How to complete this task: Here is a listing. Write it out again without a single difference.

┄┄┄┄┄┄┄┄┄┄

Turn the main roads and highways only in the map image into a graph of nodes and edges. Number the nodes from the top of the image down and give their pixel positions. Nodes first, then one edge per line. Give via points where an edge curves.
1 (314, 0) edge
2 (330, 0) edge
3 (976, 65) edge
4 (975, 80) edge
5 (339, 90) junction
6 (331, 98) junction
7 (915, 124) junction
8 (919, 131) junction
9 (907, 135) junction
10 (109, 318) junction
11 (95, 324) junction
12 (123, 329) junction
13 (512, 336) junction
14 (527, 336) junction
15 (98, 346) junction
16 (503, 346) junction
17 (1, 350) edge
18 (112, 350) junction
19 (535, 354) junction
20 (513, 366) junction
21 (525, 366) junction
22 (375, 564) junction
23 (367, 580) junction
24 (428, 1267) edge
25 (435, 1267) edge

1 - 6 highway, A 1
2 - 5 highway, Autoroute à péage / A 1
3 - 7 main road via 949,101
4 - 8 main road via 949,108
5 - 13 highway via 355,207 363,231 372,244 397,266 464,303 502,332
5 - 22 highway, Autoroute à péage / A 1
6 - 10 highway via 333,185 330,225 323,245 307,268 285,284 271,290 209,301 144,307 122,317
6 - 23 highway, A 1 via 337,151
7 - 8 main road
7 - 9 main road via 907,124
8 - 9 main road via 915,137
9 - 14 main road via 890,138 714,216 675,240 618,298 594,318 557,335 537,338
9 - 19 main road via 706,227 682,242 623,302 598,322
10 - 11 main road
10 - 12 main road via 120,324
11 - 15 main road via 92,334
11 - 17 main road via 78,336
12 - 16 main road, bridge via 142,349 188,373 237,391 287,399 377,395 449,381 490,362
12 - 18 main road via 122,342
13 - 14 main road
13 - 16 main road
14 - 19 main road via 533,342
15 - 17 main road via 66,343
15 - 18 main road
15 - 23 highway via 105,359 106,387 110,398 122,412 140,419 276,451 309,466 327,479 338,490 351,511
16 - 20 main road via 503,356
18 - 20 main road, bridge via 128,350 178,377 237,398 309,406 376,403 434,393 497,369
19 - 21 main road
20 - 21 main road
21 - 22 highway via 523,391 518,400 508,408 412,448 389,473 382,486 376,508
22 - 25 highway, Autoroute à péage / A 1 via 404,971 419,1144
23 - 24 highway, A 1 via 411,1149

┄┄┄┄┄┄┄┄┄┄

Response area:
Turn the main roads and highways only in the map image into a graph of nodes and edges. Number the nodes from the top of the image down and give their pixel positions. Nodes first, then one edge per line. Give via points where an edge curves.
1 (314, 0) edge
2 (330, 0) edge
3 (976, 65) edge
4 (975, 80) edge
5 (339, 90) junction
6 (331, 98) junction
7 (915, 124) junction
8 (919, 131) junction
9 (907, 135) junction
10 (109, 318) junction
11 (95, 324) junction
12 (123, 329) junction
13 (512, 336) junction
14 (527, 336) junction
15 (98, 346) junction
16 (503, 346) junction
17 (1, 350) edge
18 (112, 350) junction
19 (535, 354) junction
20 (513, 366) junction
21 (525, 366) junction
22 (375, 564) junction
23 (367, 580) junction
24 (428, 1267) edge
25 (435, 1267) edge

1 - 6 highway, A 1
2 - 5 highway, Autoroute à péage / A 1
3 - 7 main road via 949,101
4 - 8 main road via 949,108
5 - 13 highway via 355,207 363,231 372,244 397,266 464,303 502,332
5 - 22 highway, Autoroute à péage / A 1
6 - 10 highway via 333,185 330,225 323,245 307,268 285,284 271,290 209,301 144,307 122,317
6 - 23 highway, A 1 via 337,151
7 - 8 main road
7 - 9 main road via 907,124
8 - 9 main road via 915,137
9 - 14 main road via 890,138 714,216 675,240 618,298 594,318 557,335 537,338
9 - 19 main road via 706,227 682,242 623,302 598,322
10 - 11 main road
10 - 12 main road via 120,324
11 - 15 main road via 92,334
11 - 17 main road via 78,336
12 - 16 main road, bridge via 142,349 188,373 237,391 287,399 377,395 449,381 490,362
12 - 18 main road via 122,342
13 - 14 main road
13 - 16 main road
14 - 19 main road via 533,342
15 - 17 main road via 66,343
15 - 18 main road
15 - 23 highway via 105,359 106,387 110,398 122,412 140,419 276,451 309,466 327,479 338,490 351,511
16 - 20 main road via 503,356
18 - 20 main road, bridge via 128,350 178,377 237,398 309,406 376,403 434,393 497,369
19 - 21 main road
20 - 21 main road
21 - 22 highway via 523,391 518,400 508,408 412,448 389,473 382,486 376,508
22 - 25 highway, Autoroute à péage / A 1 via 404,971 419,1144
23 - 24 highway, A 1 via 411,1149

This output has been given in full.